[ 3 ]

690 92 6
                                    

3 | Giliranku Untuk Menjadi Si Penyelamat

"Ta, dateng, ya. Nikahan bang Neo, nih. Kata bunda, 'Kasih undangannya ke Alita. Bilang dia wajib dateng', gitu, hehe .."

Aku mengerutkan kening melihat saudara sepupu jauh ku ini tertawa renyah. Ia menyodorkan undangan berwarna emas kepadaku, "Nih undangannya. Janji ya, lo bakal dateng. Kalo engga gue kena tebas sama bunda." Dan ia tertawa lagi.

Aku yang tadinya hanya ingin diam beralih ikut tertawa pelan agar suasana tidak terlalu garing.

Sadis bener.

"Iya, insyaallah gue dateng," ucapku membuat senyum senang terukir di bibirnya. Aku berdeham, "Tapi kalo sempet."

Mendengar lanjutanku, ia memelototkan matanya yang bulat persis seperti kelereng. "Dateng. Pokoknya lo harus dateng!" perintahnya tak mau tahu.

Aku menyeringai melihatnya. Gue kerjain, deh.

Menghelah nafas, aku mengidikkan bahu dengan pose meminta maaf. "Lah, lo 'kan tau gue les dimana-mana. Lagian juga itu minggu depan 'kan? Gue ada latihan soal dari hari senin sampe minggu. Gue gak bisa bolos, soalnya 'kan minggu depan kita udah ulangan akhir semester. Gue udah kebanyakan absen di sekolah. Apalagi kalo nilai gue ancur, beuh. Bisa gak naek kelas gue," alasanku beruntun. Aku meliriknya yang menatapku penuh harap. "Jadi kalo gue gak dateng ...,"

Ia menggeleng cepat. Wajahnya berubah seperti meminta dikasihani, "Bolos sekali lagi aja, kek. Demi sepupu kesayangan lo masa gak mau? Please .. dateng, ya? Nanti gue deh yang beliin lo dress nya asalkan lo mau dateng."

Aku menyeringai. Gitu dong dari tadi!

"Deal." ucapku mantap. Aku tertawa melihat dirinya yang mendelik kepadaku.

"Disogok dulu baru mau. Nyesel gue punya sepupu kayak lo." cibirnya tak terima.

Aku menerima undangan yang ia sodorkan sambil menahan tawa. Membaca bagian depannya, aku mengangguk sambil tersenyum. "Kamis, jam tujuh, gedung Balai Samudra. Gue pasti dateng."

[ - ]

Gue duduk ama siapa, ya?

Aku menggaruk tengkukku yang sama sekali tidak gatal. Harusnya pertanyaan itu sudah ku pikirikan sejak kemarin. Harusnya.

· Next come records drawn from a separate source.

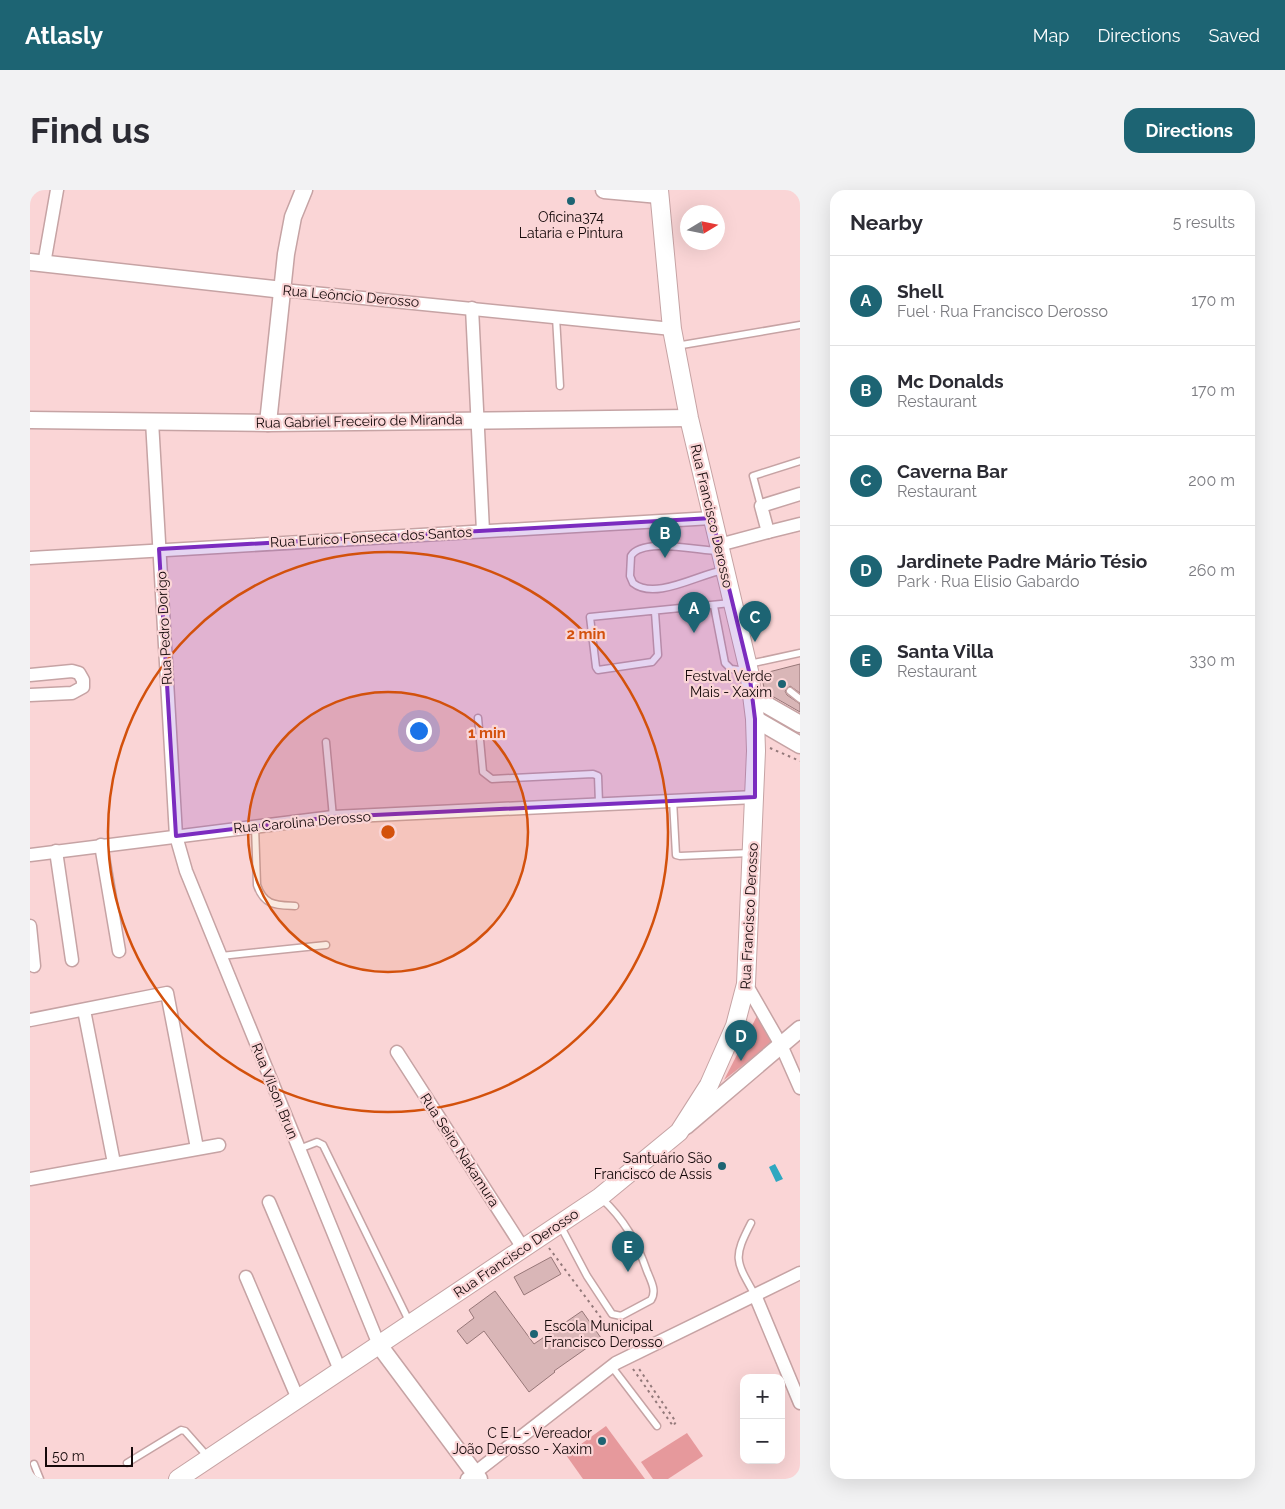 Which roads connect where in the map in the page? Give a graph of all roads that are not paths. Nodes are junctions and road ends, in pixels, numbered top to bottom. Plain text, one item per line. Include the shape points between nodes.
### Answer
1 (58, 190) edge
2 (304, 190) edge
3 (604, 190) edge
4 (663, 192) edge
5 (37, 263) edge
6 (283, 290) junction
7 (472, 308) junction
8 (556, 317) junction
9 (800, 325) edge
10 (674, 338) junction
11 (560, 386) dead end
12 (689, 418) junction
13 (477, 419) junction
14 (30, 420) edge
15 (152, 420) junction
16 (268, 423) junction
17 (800, 461) edge
18 (800, 494) edge
19 (761, 506) junction
20 (712, 518) junction
21 (800, 524) edge
22 (484, 531) junction
23 (768, 532) junction
24 (720, 548) junction
25 (159, 549) junction
26 (30, 558) edge
27 (725, 569) junction
28 (733, 603) junction
29 (714, 606) junction
30 (655, 612) junction
31 (800, 653) edge
32 (748, 668) junction
33 (30, 674) edge
34 (790, 691) dead end
35 (30, 695) edge
36 (753, 697) junction
37 (800, 699) edge
38 (478, 718) dead end
39 (755, 719) junction
40 (800, 724) edge
41 (326, 742) dead end
42 (800, 745) edge
43 (755, 797) junction
44 (673, 800) junction
45 (599, 803) junction
46 (333, 817) junction
47 (255, 826) junction
48 (176, 836) junction
49 (101, 845) junction
50 (56, 851) junction
51 (753, 853) junction
52 (30, 855) edge
53 (295, 906) dead end
54 (30, 926) edge
55 (326, 945) dead end
56 (119, 951) dead end
57 (221, 956) junction
58 (72, 960) dead end
59 (34, 966) dead end
60 (746, 984) junction
61 (84, 1010) junction
62 (30, 1020) edge
63 (800, 1029) edge
64 (782, 1045) junction
65 (397, 1052) dead end
66 (800, 1088) edge
67 (679, 1132) junction
68 (219, 1145) dead end
69 (197, 1148) junction
70 (299, 1149) junction
71 (114, 1163) junction
72 (30, 1178) edge
73 (600, 1197) junction
74 (269, 1202) dead end
75 (752, 1223) dead end
76 (560, 1224) junction
77 (523, 1248) junction
78 (800, 1273) edge
79 (246, 1277) dead end
80 (754, 1295) junction
81 (410, 1324) junction
82 (378, 1345) junction
83 (614, 1365) junction
84 (340, 1370) junction
85 (298, 1399) junction
86 (800, 1403) edge
87 (657, 1426) dead end
88 (208, 1458) junction
89 (34, 1464) dead end
90 (127, 1464) dead end
91 (474, 1477) edge
92 (40, 1479) edge
93 (178, 1479) edge

1 - 5 street
2 - 6 street via 293,217
3 - 4 street
4 - 10 main road, Rua Francisco Derosso
5 - 6 street, Rua Leôncio Derosso
6 - 7 street, Rua Leôncio Derosso
6 - 16 street
7 - 8 street, Rua Leôncio Derosso
7 - 13 street
8 - 10 street, Rua Leôncio Derosso
8 - 11 lane
9 - 10 lane
10 - 12 main road, Rua Francisco Derosso
12 - 13 street, Rua Gabriel Freceiro de Miranda
12 - 20 main road, Rua Francisco Derosso
13 - 16 street, Rua Gabriel Freceiro de Miranda
13 - 22 street
14 - 15 street, Rua Gabriel Freceiro de Miranda
15 - 16 street, Rua Gabriel Freceiro de Miranda
15 - 25 street, Rua Pedro Dorigo
17 - 19 lane via 753,476
18 - 19 street
19 - 23 street
20 - 22 street, Rua Eurico Fonseca dos Santos
20 - 24 main road, Rua Francisco Derosso
21 - 23 street
22 - 25 street, Rua Eurico Fonseca dos Santos
23 - 24 street
24 - 27 main road, Rua Francisco Derosso
24 - 27 lane via 677,546 639,549 631,556 630,576 643,588 678,586 700,575
25 - 26 street, Rua Eurico Fonseca dos Santos
25 - 48 street, Rua Pedro Dorigo
27 - 28 main road, Rua Francisco Derosso
28 - 29 lane
28 - 32 main road, Rua Francisco Derosso
29 - 30 lane
29 - 32 lane via 725,663 732,669
30 - 30 lane via 656,659 598,670 590,617
31 - 32 lane
32 - 36 main road, Rua Francisco Derosso
33 - 35 street via 72,671 79,673 83,687 72,693
34 - 37 lane
36 - 39 main road, Rua Francisco Derosso
36 - 40 street
38 - 45 lane via 486,777 593,774 598,776
39 - 42 street
39 - 43 main road, Rua Francisco Derosso
41 - 46 lane
43 - 44 street, Rua Carolina Derosso
43 - 51 main road, Rua Francisco Derosso
44 - 45 street, Rua Carolina Derosso
44 - 51 lane via 676,855
45 - 46 street, Rua Carolina Derosso
46 - 47 street, Rua Carolina Derosso
47 - 48 street, Rua Carolina Derosso
47 - 53 lane via 259,893 266,903
48 - 49 street, Rua Carolina Derosso
48 - 57 street, Rua Vilson Brun via 186,871
49 - 50 street, Rua Carolina Derosso
49 - 56 street
50 - 52 street, Rua Carolina Derosso
50 - 58 street
51 - 60 main road, Rua Francisco Derosso
54 - 59 street
55 - 57 lane
57 - 70 street, Rua Vilson Brun
60 - 64 street
60 - 67 main road, Rua Francisco Derosso via 735,1026 709,1085
61 - 62 street
61 - 69 street via 167,993
61 - 71 street
63 - 64 street
64 - 66 street
64 - 67 street
65 - 77 street, Rua Seiro Nakamura
67 - 73 main road, Rua Francisco Derosso
68 - 69 street
69 - 71 street
70 - 81 lane via 317,1142 323,1145
70 - 82 street, Rua Vilson Brun
71 - 72 street
73 - 76 main road, Rua Francisco Derosso
73 - 76 lane via 616,1212 639,1248 654,1290 651,1300 621,1316 612,1314
74 - 84 street
75 - 80 lane via 738,1249 738,1258
76 - 77 main road, Rua Francisco Derosso
77 - 81 main road, Rua Francisco Derosso
78 - 80 street
79 - 85 street
80 - 83 street
80 - 86 street
81 - 82 main road, Rua Francisco Derosso
82 - 84 main road, Rua Francisco Derosso
82 - 91 street
83 - 87 lane
83 - 91 street
84 - 85 main road, Rua Francisco Derosso
85 - 88 main road, Rua Francisco Derosso
88 - 90 lane via 181,1430
88 - 93 main road, Rua Francisco Derosso
89 - 92 lane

Setelah kejadian kemarin malam, aneh rasanya jika harus kembali duduk bersama Reina. Mungkin ia merasa biasa-biasa saja, tetapi aku-lah yang sangat amat keberatan. Masalahnya, jika aku berdekatan dengan perempuan itu, mungkin aku tidak akan segan-segan mencakar wajahnya.

Mengidikkan bahu pasrah, aku berjalan kearah kursi di pojokan. Kursi spesial untuk anak-anak yang terlambat datang. Ya, anggap saja aku terlambat walaupun selalu datang paling pertama.

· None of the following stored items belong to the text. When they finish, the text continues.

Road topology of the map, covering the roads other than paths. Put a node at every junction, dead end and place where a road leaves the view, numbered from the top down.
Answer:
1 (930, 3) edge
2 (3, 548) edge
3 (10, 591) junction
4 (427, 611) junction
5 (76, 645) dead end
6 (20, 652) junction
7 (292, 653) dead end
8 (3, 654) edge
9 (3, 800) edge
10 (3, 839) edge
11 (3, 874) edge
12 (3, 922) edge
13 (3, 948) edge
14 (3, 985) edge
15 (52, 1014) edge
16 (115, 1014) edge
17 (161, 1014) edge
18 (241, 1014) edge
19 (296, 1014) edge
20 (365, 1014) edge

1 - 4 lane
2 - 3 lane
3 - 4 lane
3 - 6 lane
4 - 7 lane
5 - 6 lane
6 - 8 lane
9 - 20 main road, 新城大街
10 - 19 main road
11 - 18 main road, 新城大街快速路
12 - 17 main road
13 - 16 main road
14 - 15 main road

Banyak teman sekelasku yang menatapku penuh tanda tanya. Mungkin yang ingin mereka tanyakan seputar, 'kenapa gak duduk di depan kayak biasa?' Atau 'ngapain di pojokan kayak orang jomblo?'

Biarkan saja. Lagi pula poin kedua itu memang kenyataan.

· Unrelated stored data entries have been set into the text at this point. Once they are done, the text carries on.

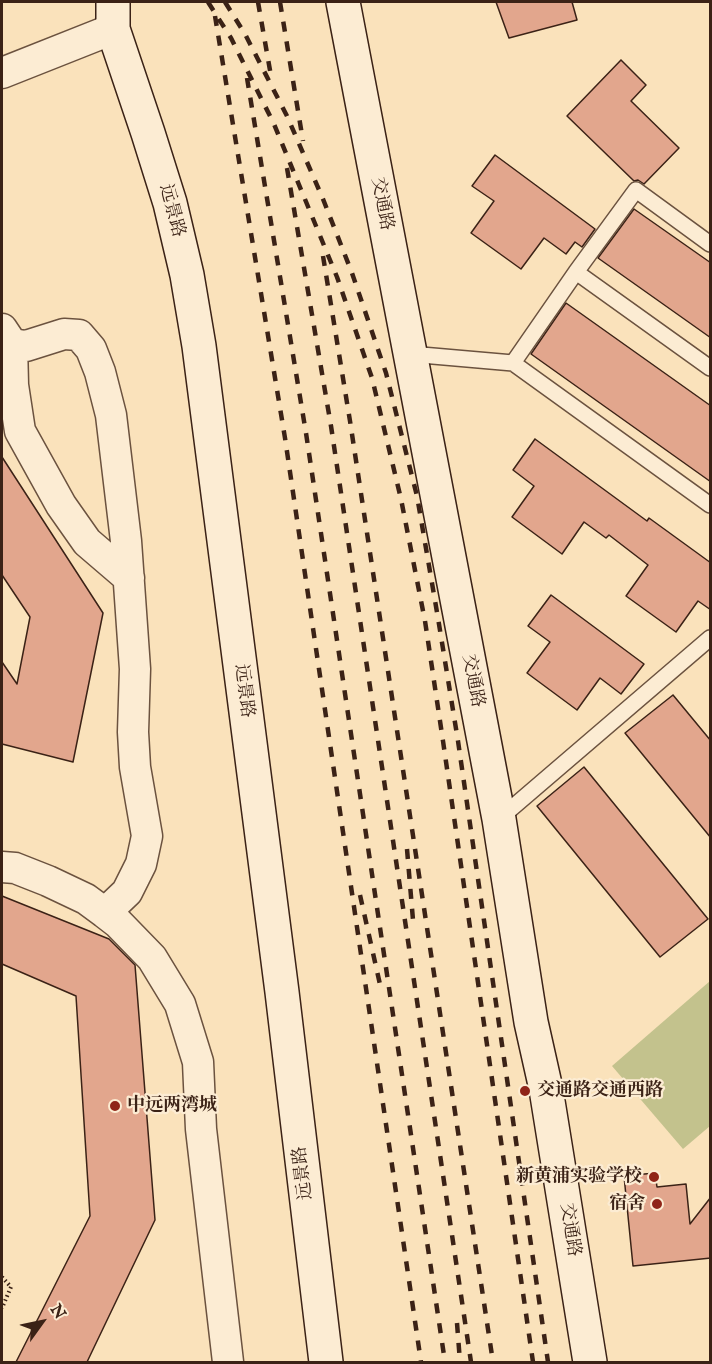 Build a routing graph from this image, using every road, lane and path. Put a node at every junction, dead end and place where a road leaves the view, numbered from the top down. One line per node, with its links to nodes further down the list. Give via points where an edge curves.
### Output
1 (89, 2): 3 (street, 远景路)
2 (343, 2): 8 (street, 交通路)
3 (113, 15): 4 (street); 20 (street, 远景路, via 170,203 199,346)
4 (2, 73)
5 (711, 244): 6 (lane, via 636,190)
6 (576, 272): 9 (lane); 10 (lane)
7 (7, 336): 12 (street, via 20,431 61,505 87,542); 12 (street, via 26,346 64,334 79,335 92,349 111,415)
8 (410, 354): 9 (lane); 14 (street, 交通路)
9 (513, 363): 11 (lane)
10 (711, 368)
11 (711, 505)
12 (129, 578): 16 (street, via 135,669 135,767 147,836 141,864 127,892)
13 (711, 638): 14 (lane)
14 (499, 819): 21 (street, 交通路)
15 (2, 867): 16 (street, via 48,881)
16 (105, 913): 19 (street, via 158,967 180,1004 198,1062 201,1129)
17 (2, 1277): 18 (path, via 11,1287)
18 (2, 1308)
19 (228, 1362)
20 (326, 1362)
21 (590, 1362)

Aku tersenyum masam. Ngenes banget.

Aku berdeham keras saat melihat orang yang ku tunggu-tuggu akhirnya datang.

Dia mengerutkan kening melihat kursi sebelahnya yang kosong tanpa sosok diriku. Sedetik kemudian ia langsung menoleh padaku dengan tatapan yang tak bisa ku artikan.

Aku mengangkat salah satu alisku tinggi. Menurut lo gue masih mau duduk sama lo, gitu?

Mengalihkan pandangan, kuambil ponsel dari dalam ransel bagian depan kemudian berpura-pura memainkannya dengan serius. Seakan memberitahu gadis itu bahwa aku sama sekali tidak peduli padanya.